La coperta militare degli Stati Uniti rischia di essere troppo corta. È questo, in sostanza, l'avvertimento che alcuni esperti stanno cercando di inviare all'amministrazione Trump, impegnato in più fronti d'azione ma nel bel mezzo di crescenti tensioni in diverse aree calde del pianeta. Nel caso in cui gli Usa, sottolineano alcuni analisti, dovessero concentrare le loro forze nell'emisfero occidentale, o comunque al di fuori della sfera asiatica, le forze statunitensi potrebbero non essere in grado di mantenere una solida presenza in Asia Orientale. Non in una zona qualsiasi, ma là dove sta prendendo forma la competizione con la Cina e cresce la minaccia rappresentata dalla Corea del Nord di Kim Jong Un.
I tre fronti caldi di Trump
Secondo quanto riportato da The Hill, Donald Trump starebbe valutando tre diverse operazioni militari, nessuna delle quali in Asia orientale. Il presidente Usa continua ad aumentare la presenza militare al largo delle coste venezuelane e a chiedere le dimissioni del presidente venezuelano Nicolas Maduro. Sebbene Trump abbia negato che gli Stati Uniti entreranno in guerra contro il Venezuela, sono emerse diverse segnalazioni secondo cui la Casa Bianca starebbe valutando diverse ipotesi per un'operazione militare contro Caracas.
Allo stesso tempo, Trump ha minacciato di usare la forza contro i radicali musulmani in Nigeria, in particolare Boko Haram. Alla fine della scorsa settimana ha scritto su Truth Social che "il cristianesimo sta affrontando una minaccia esistenziale in Nigeria" e che "migliaia di cristiani vengono uccisi". Ha aggiunto di aver definito la Nigeria un "paese di particolare preoccupazione" e in un secondo post ha scritto che se il presidente Bola Ahmed Tinbu non avesse agito per fermare "l'uccisione di cristiani", Washington non solo avrebbe interrotto tutti gli aiuti alla Nigeria, ma "potrebbe anche entrare in quel paese ora in disgrazia" a suon di armi spianate per spazzare via i terroristi islamici.
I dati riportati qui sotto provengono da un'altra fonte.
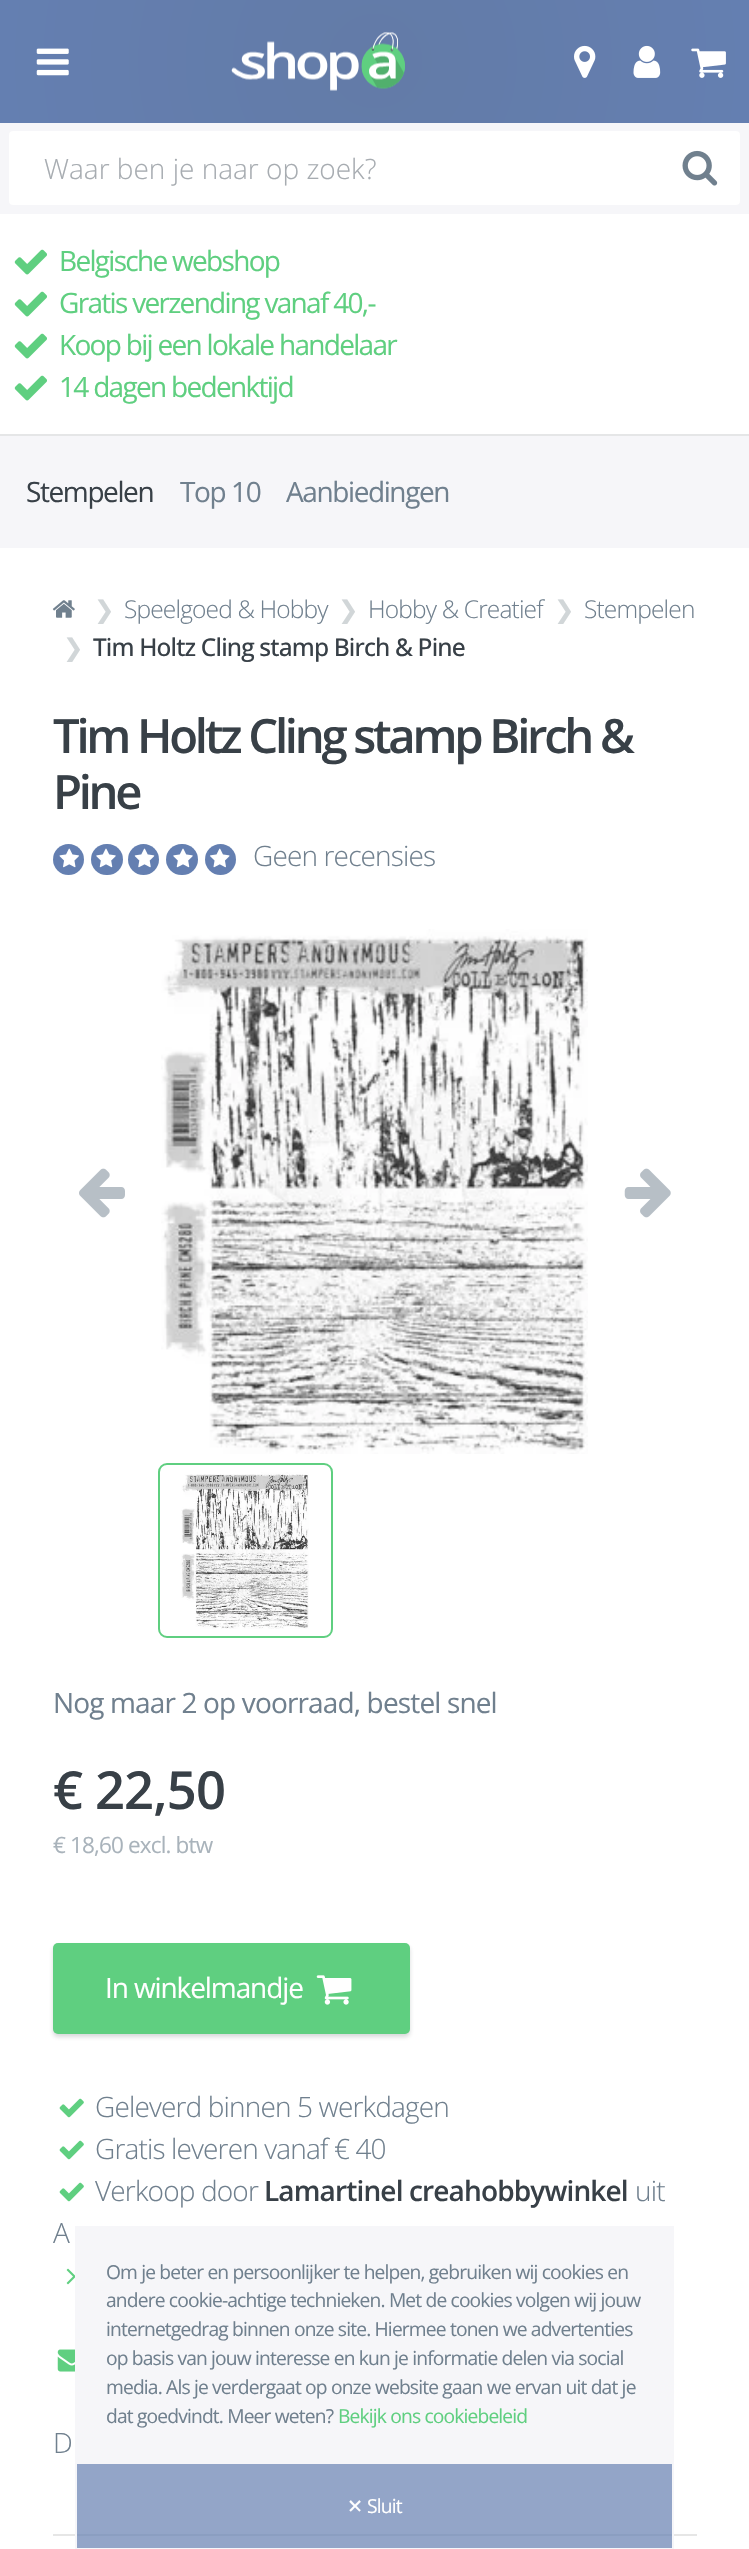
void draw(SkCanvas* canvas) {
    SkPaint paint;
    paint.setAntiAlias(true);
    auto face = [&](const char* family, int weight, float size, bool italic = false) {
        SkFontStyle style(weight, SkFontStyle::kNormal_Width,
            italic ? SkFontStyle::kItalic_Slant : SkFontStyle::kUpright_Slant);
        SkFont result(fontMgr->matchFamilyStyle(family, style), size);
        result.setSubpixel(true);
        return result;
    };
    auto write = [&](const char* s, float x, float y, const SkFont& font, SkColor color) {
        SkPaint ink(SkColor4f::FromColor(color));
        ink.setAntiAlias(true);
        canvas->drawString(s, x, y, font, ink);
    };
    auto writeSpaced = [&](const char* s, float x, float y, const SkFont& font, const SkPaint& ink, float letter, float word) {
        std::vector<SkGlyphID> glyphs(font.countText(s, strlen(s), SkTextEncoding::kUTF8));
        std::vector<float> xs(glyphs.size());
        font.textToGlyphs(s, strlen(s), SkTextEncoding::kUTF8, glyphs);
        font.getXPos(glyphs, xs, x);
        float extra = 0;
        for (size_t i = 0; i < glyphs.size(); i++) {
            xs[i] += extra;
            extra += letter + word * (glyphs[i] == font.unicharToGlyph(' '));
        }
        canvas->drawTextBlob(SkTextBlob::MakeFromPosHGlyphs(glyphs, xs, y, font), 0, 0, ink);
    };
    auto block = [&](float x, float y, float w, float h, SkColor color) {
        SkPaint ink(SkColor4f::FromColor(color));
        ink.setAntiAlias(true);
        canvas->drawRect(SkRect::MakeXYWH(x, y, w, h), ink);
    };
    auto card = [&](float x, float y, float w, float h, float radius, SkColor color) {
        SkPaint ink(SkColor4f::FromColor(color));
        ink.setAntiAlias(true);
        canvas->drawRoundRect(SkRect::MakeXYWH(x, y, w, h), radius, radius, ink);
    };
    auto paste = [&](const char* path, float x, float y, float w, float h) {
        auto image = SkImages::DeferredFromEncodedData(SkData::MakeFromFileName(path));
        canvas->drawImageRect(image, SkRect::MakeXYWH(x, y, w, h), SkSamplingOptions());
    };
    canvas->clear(SK_ColorWHITE);
    block(77, 2464, 595, 84, SkColorSetRGB(147, 165, 200));
    {
        const SkColor colors[] = {SkColorSetRGB(99, 123, 167), SkColorSetRGB(100, 127, 177)};
        const float stops[] = {0, 1};
        paint.setShader(SkGradientShader::MakeRadial({375, 61}, 379, colors, stops, 2, SkTileMode::kClamp));
        paint.setAlpha(255);
    }
    canvas->drawRect(SkRect::MakeXYWH(0, 0, 749, 123), paint);
    paste("pic1.png", 36, 48, 33, 28);
    paste("pic2.png", 231, 31, 174, 60);
    paste("pic3.png", 574, 45, 22, 33);
    paste("pic4.png", 633, 45, 28, 33);
    paste("pic5.png", 691, 48, 35, 30);
    block(0, 123, 749, 91, SkColorSetRGB(246, 246, 249));
    card(9, 131, 731, 74, 4, SK_ColorWHITE);
    auto kFont1 = face("Open Sans", 300, 28);
    write("Waar ben je naar op zoek?", 44, 179, kFont1, SkColorSetRGB(167, 172, 177));
    paste("pic6.png", 682, 150, 36, 36);
    paste("pic7.png", 14, 249, 33, 26);
    auto kFont2 = face("Open Sans", 400, 28);
    paint.setShader(nullptr);
    paint.setColor(SkColorSetRGB(95, 207, 128));
    writeSpaced("Belgische webshop", 59, 271, kFont2, paint, -1.7f, 0);
    paste("pic7.png", 14, 291, 33, 26);
    writeSpaced("Gratis verzending vanaf 40,-", 59, 313, kFont2, paint, -1.7f, 0);
    paste("pic7.png", 14, 333, 33, 26);
    writeSpaced("Koop bij een lokale handelaar", 59, 355, kFont2, paint, -1.7f, 0);
    paste("pic7.png", 14, 375, 33, 26);
    writeSpaced("14 dagen bedenktijd", 59, 397, kFont2, paint, -1.7f, 0);
    block(0, 436, 749, 112, SkColorSetRGB(246, 246, 249));
    block(0, 434, 749, 2, SkColorSetRGB(229, 230, 231));
    paint.setColor(SkColorSetRGB(56, 64, 71));
    writeSpaced("Stempelen", 26, 502, kFont2, paint, -1.4f, 0);
    paint.setColor(SkColorSetRGB(112, 128, 142));
    writeSpaced("Top 10", 180, 502, kFont2, paint, -1.4f, 0);
    writeSpaced("Aanbiedingen", 286, 502, kFont2, paint, -1.4f, 0);
    paste("pic8.png", 52, 600, 23, 18);
    auto kFont3 = face("DejaVu Sans", 400, 24.5f);
    paint.setColor(SkColorSetRGB(209, 214, 216));
    writeSpaced("❯", 94, 618, kFont3, paint, -0.85f, 0);
    auto kFont4 = face("Open Sans", 300, 24.5f);
    paint.setColor(SkColorSetRGB(112, 128, 142));
    writeSpaced("Speelgoed & Hobby", 124, 618, kFont4, paint, -0.85f, 0);
    paint.setColor(SkColorSetRGB(209, 214, 216));
    writeSpaced("❯", 338, 618, kFont3, paint, -0.85f, 0);
    paint.setColor(SkColorSetRGB(112, 128, 142));
    writeSpaced("Hobby & Creatief", 368, 618, kFont4, paint, -0.85f, 0);
    paint.setColor(SkColorSetRGB(209, 214, 216));
    writeSpaced("❯", 554, 618, kFont3, paint, -0.85f, 0);
    paint.setColor(SkColorSetRGB(112, 128, 142));
    writeSpaced("Stempelen", 584, 618, kFont4, paint, -0.85f, 0);
    paint.setColor(SkColorSetRGB(209, 214, 216));
    writeSpaced("❯", 63, 656, kFont3, paint, -0.85f, 0);
    auto kFont5 = face("Open Sans", 500, 24.5f);
    paint.setColor(SkColorSetRGB(56, 64, 71));
    writeSpaced("Tim Holtz Cling stamp Birch & Pine", 93, 656, kFont5, paint, -0.85f, 0);
    auto kFont6 = face("Open Sans", 600, 47.25f);
    writeSpaced("Tim Holtz Cling stamp Birch &", 53, 753, kFont6, paint, -3.3f, 0);
    writeSpaced("Pine", 53, 809, kFont6, paint, -3.3f, 0);
    paint.setColor(SkColorSetRGB(100, 127, 177));
    canvas->drawCircle(68.5f, 859.5f, 15.5f, paint);
    paste("pic9.png", 59, 848, 20, 20);
    card(91, 844, 32, 31, 15.5f, SkColorSetRGB(100, 127, 177));
    paste("pic10.png", 96, 848, 20, 20);
    canvas->drawCircle(143.5f, 859.5f, 15.5f, paint);
    paste("pic11.png", 134, 848, 21, 20);
    card(166, 844, 32, 31, 15.5f, SkColorSetRGB(100, 127, 177));
    paste("pic12.png", 173, 848, 20, 20);
    canvas->drawCircle(220.5f, 859.5f, 15.5f, paint);
    paste("pic13.png", 210, 848, 20, 20);
    paint.setColor(SkColorSetRGB(112, 128, 142));
    writeSpaced("Geen recensies", 253, 866, kFont1, paint, -0.85f, 0);
    paste("pic14.png", 79, 1168, 46, 50);
    paste("pic15.png", 161, 929, 427, 525);
    paste("pic16.png", 624, 1168, 47, 50);
    paint.setStyle(SkPaint::kStroke_Style);
    paint.setStrokeWidth(2);
    paint.setColor(SkColorSetRGB(95, 207, 128));
    canvas->drawRoundRect(SkRect::MakeXYWH(159, 1464, 173, 173), 8, 8, paint);
    paste("pic17.png", 181, 1472, 128, 157);
    paint.setStyle(SkPaint::kFill_Style);
    paint.setColor(SkColorSetRGB(112, 128, 142));
    writeSpaced("Nog maar 2 op voorraad, bestel snel", 53, 1713, kFont2, paint, -0.85f, 0);
    auto kFont7 = face("Open Sans", 600, 52.5f);
    paint.setColor(SkColorSetRGB(56, 64, 71));
    writeSpaced("€ 22,50", 53, 1809, kFont7, paint, -0.85f, 0);
    auto kFont8 = face("Open Sans", 400, 22.5f);
    paint.setColor(SkColorSetRGB(169, 179, 187));
    writeSpaced("€ 18,60 excl. btw", 53, 1853, kFont8, paint, -0.85f, 0);
    paint.setColor(SkColorSetARGB(51, 56, 64, 71));
    paint.setMaskFilter(SkMaskFilter::MakeBlur(kNormal_SkBlurStyle, 2));
    canvas->drawRoundRect(SkRect::MakeXYWH(53, 1946, 357, 91), 5, 5, paint);
    paint.setMaskFilter(nullptr);
    card(53, 1943, 357, 91, 5, SkColorSetRGB(95, 207, 128));
    paint.setColor(SK_ColorWHITE);
    writeSpaced("In winkelmandje", 105, 1998, kFont2, paint, -1.1f, 0);
    paste("pic18.png", 316, 1975, 36, 30);
    paste("pic19.png", 59, 2098, 25, 20);
    paint.setColor(SkColorSetRGB(112, 128, 142));
    writeSpaced("Geleverd binnen 5 werkdagen", 95, 2117, kFont1, paint, -0.85f, 0);
    paste("pic19.png", 59, 2140, 25, 20);
    writeSpaced("Gratis leveren vanaf € 40", 95, 2159, kFont1, paint, -0.85f, 0);
    paste("pic19.png", 59, 2182, 25, 20);
    writeSpaced("Verkoop door", 95, 2201, kFont1, paint, -0.85f, 0);
    auto kFont9 = face("Open Sans", 600, 28);
    paint.setColor(SkColorSetRGB(56, 64, 71));
    writeSpaced("Lamartinel creahobbywinkel", 264, 2201, kFont9, paint, -0.85f, 0);
    paint.setColor(SkColorSetRGB(112, 128, 142));
    writeSpaced("uit", 635, 2201, kFont1, paint, -0.85f, 0);
    writeSpaced("A", 53, 2243, kFont1, paint, -0.85f, 0);
    paste("pic20.png", 66, 2268, 9, 17);
    paste("pic21.png", 57, 2349, 18, 23);
    writeSpaced("D", 53, 2453, kFont1, paint, -0.85f, 0);
    block(53, 2534, 644, 2, SkColorSetRGB(230, 230, 230));
    block(75, 2534, 599, 2, SkColorSetRGB(139, 158, 193));
    block(75, 2226, 599, 236, SkColorSetRGB(246, 246, 249));
    auto kFont10 = face("Open Sans", 400, 19.25f);
    writeSpaced("Om je beter en persoonlijker te helpen, gebruiken wij cookies en", 106, 2279, kFont10, paint, -0.85f, 0);
    writeSpaced("andere cookie-achtige technieken. Met de cookies volgen wij jouw", 106, 2307, kFont10, paint, -0.85f, 0);
    writeSpaced("internetgedrag binnen onze site. Hiermee tonen we advertenties", 106, 2336, kFont10, paint, -0.85f, 0);
    writeSpaced("op basis van jouw interesse en kun je informatie delen via social", 106, 2365, kFont10, paint, -0.85f, 0);
    writeSpaced("media. Als je verdergaat op onze website gaan we ervan uit dat je", 106, 2394, kFont10, paint, -0.85f, 0);
    writeSpaced("dat goedvindt. Meer weten?", 106, 2423, kFont10, paint, -0.85f, 0);
    paint.setColor(SkColorSetRGB(95, 207, 128));
    writeSpaced("Bekijk ons cookiebeleid", 338, 2423, kFont10, paint, -0.85f, 0);
    paint.setStyle(SkPaint::kStroke_Style);
    paint.setColor(SkColorSetRGB(246, 246, 249));
    canvas->drawRect(SkRect::MakeXYWH(76, 2463, 597, 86), paint);
    auto kFont11 = face("DejaVu Sans", 400, 19.25f);
    paint.setStyle(SkPaint::kFill_Style);
    paint.setColor(SK_ColorWHITE);
    writeSpaced("✕", 347, 2513, kFont11, paint, -0.85f, 0);
    writeSpaced("Sluit", 367, 2513, kFont10, paint, -0.85f, 0);
}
Last but not least, numerose segnalazioni indicano che l'amministrazione Trump starebbe valutando l'invio di truppe in Messico per combattere i cartelli della droga che operano in loco. Il tycoon si è pubblicamente rammaricato del fatto che la sua omologa messicana, Claudia Sheinbaum, continui a opporsi alle operazioni militari condotte dalle forze americane nel suo Paese.
Asia scoperta
Come per qualsiasi lotta contro Boko Haram, un'operazione contro i cartelli, anche se approvata dal presidente messicano Sheinbaum, richiederebbe l'impiego di migliaia di truppe di terra americane. E queste forze potrebbero richiedere molto tempo per portare a termine la loro missione. È certamente possibile che Trump non autorizzi nessuna di queste operazioni – fanno notare gli esperti - tuttavia, il fatto che abbia parlato dell'uso della forza militare in aree a cui i pianificatori del Dipartimento della Difesa tradizionalmente assegnavano una bassa priorità sembra riflettere la spinta annunciata nella Strategia di Difesa Nazionale di prossima pubblicazione.
Gli Usa potrebbero adottare una visione più rilassata di uno scontro con la Cina, visto che Trump ha affermato che il presidente cinese Xi Jinping gli avrebbe assicurato che Pechino non autorizzerà un attacco a Taiwan nei prossimi anni. In teoria, la promessa di Pechino potrebbe fornire a Washington la flessibilità necessaria per condurre operazioni militari lontano dall'Asia.
Le rassicurazioni di Xi potrebbero però essere inutili.
Se così fosse, le forze statunitense impegnate in operazioni più lunghe del previsto in America Latina o in Africa potrebbero essere sprecate qualora la Cina decidesse di attaccare Taiwan con Trump ancora alla Casa Bianca.